● **Work to complete**: Only lines with the string "Kralja" are wanted. Pull them out of the data.

Stored data:
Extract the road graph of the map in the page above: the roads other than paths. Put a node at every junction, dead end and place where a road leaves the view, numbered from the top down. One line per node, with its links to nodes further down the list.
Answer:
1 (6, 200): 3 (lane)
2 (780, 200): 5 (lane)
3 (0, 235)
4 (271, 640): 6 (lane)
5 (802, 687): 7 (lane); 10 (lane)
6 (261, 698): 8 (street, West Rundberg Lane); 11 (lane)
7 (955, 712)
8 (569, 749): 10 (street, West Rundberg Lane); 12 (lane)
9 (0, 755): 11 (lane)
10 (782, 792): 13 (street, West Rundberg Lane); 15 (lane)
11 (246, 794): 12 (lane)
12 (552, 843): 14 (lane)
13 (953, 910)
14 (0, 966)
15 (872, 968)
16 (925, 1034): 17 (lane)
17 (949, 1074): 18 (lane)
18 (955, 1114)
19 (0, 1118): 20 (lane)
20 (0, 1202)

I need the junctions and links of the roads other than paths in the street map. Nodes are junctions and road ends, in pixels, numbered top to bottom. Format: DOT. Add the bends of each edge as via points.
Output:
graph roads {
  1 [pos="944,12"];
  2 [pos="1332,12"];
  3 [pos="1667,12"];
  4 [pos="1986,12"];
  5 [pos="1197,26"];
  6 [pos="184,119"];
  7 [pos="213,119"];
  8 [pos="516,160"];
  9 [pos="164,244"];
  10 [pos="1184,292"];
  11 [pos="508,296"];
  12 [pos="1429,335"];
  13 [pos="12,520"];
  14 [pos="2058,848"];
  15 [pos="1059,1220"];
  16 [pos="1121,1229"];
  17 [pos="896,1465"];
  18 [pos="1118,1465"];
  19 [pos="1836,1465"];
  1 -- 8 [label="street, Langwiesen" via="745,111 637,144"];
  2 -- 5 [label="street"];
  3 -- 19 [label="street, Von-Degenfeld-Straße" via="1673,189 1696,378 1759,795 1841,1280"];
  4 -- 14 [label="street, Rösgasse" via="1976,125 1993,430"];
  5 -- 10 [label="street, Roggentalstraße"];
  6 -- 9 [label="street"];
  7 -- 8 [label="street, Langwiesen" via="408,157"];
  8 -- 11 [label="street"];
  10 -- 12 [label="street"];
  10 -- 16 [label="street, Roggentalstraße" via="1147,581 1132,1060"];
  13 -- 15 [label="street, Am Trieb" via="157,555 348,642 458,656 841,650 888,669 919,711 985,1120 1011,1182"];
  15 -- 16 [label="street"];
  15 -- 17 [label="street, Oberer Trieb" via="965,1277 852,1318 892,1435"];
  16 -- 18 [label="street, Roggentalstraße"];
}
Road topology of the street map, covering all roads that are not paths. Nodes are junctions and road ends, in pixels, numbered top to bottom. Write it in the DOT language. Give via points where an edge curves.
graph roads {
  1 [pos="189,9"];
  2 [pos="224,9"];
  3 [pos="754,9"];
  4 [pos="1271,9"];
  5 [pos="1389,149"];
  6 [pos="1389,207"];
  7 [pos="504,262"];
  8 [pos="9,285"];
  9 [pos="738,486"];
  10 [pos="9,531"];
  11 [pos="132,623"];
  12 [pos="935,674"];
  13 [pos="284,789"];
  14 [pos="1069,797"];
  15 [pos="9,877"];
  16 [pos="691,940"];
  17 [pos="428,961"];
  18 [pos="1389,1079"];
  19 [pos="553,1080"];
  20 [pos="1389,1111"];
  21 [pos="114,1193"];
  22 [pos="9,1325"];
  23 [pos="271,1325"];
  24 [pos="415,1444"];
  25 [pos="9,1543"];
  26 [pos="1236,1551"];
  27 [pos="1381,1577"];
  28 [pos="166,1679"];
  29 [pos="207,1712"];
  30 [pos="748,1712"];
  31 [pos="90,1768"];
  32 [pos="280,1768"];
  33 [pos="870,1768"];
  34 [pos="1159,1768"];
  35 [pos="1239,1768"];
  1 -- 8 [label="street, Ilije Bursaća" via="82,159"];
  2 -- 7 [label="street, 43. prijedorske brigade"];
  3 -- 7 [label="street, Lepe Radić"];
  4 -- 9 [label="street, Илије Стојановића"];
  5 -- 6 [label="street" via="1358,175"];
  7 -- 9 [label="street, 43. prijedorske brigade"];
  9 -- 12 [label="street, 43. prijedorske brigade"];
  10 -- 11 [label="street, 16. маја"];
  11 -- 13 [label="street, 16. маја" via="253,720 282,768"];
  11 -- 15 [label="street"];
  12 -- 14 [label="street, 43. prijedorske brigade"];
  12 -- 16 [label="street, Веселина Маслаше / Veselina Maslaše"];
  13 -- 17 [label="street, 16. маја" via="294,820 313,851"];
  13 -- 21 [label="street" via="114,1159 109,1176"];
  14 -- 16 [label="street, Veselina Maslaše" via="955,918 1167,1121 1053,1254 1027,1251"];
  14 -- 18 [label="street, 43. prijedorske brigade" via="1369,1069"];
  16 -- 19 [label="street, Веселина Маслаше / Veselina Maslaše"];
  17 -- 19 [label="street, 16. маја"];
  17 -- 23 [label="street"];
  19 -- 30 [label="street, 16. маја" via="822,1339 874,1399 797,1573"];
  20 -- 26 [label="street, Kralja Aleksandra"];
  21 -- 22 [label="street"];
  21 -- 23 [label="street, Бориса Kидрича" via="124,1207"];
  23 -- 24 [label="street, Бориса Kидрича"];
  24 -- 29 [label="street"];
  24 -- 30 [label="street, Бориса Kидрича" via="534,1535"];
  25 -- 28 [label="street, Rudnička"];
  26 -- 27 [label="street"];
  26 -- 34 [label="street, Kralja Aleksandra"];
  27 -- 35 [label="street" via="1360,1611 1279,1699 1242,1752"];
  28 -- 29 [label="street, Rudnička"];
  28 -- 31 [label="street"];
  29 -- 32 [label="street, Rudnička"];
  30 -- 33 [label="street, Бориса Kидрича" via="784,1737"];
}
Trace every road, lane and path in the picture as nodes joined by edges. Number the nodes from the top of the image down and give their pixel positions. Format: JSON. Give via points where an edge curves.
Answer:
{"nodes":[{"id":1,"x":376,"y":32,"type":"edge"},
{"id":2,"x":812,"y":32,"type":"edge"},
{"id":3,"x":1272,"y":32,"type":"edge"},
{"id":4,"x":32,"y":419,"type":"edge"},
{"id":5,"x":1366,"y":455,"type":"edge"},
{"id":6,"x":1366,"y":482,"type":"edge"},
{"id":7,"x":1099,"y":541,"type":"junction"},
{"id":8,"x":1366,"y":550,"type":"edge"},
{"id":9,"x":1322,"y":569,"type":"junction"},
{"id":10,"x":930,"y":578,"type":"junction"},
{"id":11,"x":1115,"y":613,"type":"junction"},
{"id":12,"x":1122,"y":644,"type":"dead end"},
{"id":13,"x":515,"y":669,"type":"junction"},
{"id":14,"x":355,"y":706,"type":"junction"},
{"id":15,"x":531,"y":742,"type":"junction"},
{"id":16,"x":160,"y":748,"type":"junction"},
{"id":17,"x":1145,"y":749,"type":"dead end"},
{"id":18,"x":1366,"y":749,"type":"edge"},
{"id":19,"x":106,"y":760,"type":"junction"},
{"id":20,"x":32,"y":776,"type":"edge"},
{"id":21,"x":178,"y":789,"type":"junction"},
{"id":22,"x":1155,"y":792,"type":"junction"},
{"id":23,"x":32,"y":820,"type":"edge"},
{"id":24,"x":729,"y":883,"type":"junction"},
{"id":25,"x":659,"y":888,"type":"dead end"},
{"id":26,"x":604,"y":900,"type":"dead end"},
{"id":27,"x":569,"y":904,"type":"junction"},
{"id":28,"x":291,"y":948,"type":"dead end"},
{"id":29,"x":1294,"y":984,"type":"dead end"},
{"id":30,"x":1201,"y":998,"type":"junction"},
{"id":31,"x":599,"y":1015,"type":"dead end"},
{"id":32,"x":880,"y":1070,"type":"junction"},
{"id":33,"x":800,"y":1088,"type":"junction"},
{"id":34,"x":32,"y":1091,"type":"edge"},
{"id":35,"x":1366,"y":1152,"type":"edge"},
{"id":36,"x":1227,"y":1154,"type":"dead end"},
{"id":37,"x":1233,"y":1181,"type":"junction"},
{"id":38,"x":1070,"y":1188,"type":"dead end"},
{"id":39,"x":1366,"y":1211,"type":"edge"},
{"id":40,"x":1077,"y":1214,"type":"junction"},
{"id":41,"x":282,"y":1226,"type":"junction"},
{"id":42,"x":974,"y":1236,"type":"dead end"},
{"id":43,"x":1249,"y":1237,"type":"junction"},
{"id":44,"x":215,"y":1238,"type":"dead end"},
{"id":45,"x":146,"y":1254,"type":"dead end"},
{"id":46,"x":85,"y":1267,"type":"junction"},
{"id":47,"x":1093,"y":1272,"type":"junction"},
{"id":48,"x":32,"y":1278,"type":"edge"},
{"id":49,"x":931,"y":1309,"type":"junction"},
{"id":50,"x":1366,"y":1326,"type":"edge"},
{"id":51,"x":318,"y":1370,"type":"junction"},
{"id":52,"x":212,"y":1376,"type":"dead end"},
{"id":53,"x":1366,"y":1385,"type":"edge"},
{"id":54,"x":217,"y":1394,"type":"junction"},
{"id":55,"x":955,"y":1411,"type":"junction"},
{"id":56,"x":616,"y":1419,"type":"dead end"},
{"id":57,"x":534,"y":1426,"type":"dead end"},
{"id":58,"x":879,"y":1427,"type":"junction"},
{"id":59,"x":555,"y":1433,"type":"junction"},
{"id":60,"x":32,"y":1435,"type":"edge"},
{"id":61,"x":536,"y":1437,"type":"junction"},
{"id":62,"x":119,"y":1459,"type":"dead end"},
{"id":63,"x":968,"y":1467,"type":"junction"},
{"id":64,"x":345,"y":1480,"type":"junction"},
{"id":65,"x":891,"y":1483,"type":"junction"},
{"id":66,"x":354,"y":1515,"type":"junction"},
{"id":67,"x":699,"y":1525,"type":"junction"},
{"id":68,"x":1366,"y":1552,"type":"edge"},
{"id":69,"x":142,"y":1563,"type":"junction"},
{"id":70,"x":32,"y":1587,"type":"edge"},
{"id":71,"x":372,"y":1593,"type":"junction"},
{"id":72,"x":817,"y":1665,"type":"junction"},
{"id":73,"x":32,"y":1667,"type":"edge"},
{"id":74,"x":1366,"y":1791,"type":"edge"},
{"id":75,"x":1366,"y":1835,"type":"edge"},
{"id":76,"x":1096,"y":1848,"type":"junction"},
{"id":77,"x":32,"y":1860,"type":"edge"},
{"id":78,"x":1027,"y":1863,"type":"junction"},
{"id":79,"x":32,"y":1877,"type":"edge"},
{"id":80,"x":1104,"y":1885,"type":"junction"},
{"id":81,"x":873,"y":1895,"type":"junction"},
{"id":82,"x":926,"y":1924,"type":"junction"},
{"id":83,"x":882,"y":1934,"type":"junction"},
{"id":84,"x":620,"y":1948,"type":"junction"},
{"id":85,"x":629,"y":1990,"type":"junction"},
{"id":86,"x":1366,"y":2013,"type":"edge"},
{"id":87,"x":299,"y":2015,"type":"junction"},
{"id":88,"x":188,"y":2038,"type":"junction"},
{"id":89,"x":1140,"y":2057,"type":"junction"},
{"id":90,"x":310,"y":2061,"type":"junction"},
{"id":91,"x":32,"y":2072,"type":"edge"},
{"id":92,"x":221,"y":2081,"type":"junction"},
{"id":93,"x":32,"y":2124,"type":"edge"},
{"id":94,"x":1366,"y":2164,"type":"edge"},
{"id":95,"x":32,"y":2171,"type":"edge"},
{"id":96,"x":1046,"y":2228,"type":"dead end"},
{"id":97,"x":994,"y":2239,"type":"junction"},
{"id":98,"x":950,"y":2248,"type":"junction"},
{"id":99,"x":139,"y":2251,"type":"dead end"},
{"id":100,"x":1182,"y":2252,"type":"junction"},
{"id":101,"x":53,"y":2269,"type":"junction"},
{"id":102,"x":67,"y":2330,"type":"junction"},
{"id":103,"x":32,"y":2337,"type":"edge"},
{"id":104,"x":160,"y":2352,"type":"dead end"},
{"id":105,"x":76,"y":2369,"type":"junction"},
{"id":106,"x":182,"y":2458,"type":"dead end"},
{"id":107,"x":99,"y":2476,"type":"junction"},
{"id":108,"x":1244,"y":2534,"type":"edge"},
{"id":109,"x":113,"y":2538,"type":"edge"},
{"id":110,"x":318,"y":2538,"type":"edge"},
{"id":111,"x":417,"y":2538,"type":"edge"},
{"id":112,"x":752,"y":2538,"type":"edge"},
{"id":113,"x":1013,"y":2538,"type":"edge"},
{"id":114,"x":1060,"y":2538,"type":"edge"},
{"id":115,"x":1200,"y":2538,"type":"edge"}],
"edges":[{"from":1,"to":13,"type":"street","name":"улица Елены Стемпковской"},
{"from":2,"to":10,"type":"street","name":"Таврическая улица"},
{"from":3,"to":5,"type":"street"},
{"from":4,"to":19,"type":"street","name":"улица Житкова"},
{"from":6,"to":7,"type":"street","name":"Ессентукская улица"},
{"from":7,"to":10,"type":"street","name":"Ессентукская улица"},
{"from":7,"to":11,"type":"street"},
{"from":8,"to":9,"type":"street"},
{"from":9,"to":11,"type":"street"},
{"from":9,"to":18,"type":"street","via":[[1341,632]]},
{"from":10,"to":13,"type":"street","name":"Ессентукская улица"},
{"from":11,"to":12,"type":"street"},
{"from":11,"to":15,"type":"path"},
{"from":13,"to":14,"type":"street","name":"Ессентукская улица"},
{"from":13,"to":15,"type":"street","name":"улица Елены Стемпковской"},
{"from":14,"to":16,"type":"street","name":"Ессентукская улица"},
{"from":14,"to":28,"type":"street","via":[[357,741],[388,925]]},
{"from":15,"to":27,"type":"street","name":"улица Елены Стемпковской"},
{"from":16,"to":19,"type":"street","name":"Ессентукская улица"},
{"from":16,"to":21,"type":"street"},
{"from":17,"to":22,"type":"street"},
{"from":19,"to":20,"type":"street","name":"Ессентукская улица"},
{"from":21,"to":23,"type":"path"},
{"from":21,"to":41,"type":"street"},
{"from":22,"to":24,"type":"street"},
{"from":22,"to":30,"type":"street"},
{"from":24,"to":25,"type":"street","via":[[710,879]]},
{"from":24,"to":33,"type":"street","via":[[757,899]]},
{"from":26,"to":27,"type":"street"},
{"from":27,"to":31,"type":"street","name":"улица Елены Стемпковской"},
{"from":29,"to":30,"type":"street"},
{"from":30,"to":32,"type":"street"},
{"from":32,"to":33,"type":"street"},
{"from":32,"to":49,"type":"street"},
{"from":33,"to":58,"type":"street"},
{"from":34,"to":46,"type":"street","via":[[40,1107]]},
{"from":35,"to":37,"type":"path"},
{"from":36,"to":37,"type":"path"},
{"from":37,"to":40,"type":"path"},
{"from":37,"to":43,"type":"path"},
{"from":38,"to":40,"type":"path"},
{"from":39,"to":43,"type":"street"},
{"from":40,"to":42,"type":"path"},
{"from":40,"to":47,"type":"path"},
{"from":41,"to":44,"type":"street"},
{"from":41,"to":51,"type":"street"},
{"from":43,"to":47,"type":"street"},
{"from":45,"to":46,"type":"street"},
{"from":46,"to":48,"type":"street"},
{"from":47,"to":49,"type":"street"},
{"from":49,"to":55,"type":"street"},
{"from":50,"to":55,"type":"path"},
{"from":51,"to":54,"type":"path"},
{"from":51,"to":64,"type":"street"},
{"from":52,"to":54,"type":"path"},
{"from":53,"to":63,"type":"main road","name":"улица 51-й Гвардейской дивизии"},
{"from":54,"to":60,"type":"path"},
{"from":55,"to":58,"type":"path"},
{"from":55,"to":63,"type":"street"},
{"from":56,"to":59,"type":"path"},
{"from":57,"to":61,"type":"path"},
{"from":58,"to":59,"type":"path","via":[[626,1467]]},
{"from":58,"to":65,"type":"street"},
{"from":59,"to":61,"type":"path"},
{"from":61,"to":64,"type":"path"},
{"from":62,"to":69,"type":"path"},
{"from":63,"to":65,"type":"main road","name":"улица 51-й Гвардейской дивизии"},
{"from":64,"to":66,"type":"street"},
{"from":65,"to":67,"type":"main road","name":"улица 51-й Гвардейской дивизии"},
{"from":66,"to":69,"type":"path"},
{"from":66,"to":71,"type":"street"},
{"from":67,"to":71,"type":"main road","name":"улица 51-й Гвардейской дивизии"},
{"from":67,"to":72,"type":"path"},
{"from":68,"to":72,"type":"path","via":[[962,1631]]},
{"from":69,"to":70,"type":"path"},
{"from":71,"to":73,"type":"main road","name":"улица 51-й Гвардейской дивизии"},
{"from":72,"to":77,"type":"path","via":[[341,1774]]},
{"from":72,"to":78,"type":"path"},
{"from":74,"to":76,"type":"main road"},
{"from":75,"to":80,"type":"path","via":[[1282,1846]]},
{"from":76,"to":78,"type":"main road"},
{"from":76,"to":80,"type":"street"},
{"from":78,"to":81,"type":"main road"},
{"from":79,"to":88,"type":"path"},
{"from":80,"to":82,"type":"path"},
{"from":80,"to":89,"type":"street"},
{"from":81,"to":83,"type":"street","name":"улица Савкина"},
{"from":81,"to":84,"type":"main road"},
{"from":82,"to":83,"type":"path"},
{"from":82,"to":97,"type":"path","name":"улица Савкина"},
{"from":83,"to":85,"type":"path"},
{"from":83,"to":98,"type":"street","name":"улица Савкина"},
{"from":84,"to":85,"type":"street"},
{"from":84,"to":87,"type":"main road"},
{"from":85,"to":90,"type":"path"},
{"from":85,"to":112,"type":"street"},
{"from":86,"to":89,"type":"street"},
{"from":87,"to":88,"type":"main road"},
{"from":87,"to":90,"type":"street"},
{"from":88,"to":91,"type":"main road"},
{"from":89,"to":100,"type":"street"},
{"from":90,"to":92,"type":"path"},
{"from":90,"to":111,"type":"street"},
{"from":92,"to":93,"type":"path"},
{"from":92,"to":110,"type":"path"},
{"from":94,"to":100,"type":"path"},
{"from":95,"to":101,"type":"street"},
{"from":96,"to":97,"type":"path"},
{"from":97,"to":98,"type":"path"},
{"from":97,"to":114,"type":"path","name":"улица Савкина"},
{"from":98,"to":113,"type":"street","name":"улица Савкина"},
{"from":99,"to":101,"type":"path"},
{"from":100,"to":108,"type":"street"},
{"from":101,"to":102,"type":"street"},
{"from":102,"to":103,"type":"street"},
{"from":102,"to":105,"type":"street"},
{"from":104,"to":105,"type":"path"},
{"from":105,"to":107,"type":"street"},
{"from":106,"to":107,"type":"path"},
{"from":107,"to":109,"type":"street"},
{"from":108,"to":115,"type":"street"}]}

● **Expected answer**:
  20 -- 26 [label="street, Kralja Aleksandra"];
  26 -- 34 [label="street, Kralja Aleksandra"];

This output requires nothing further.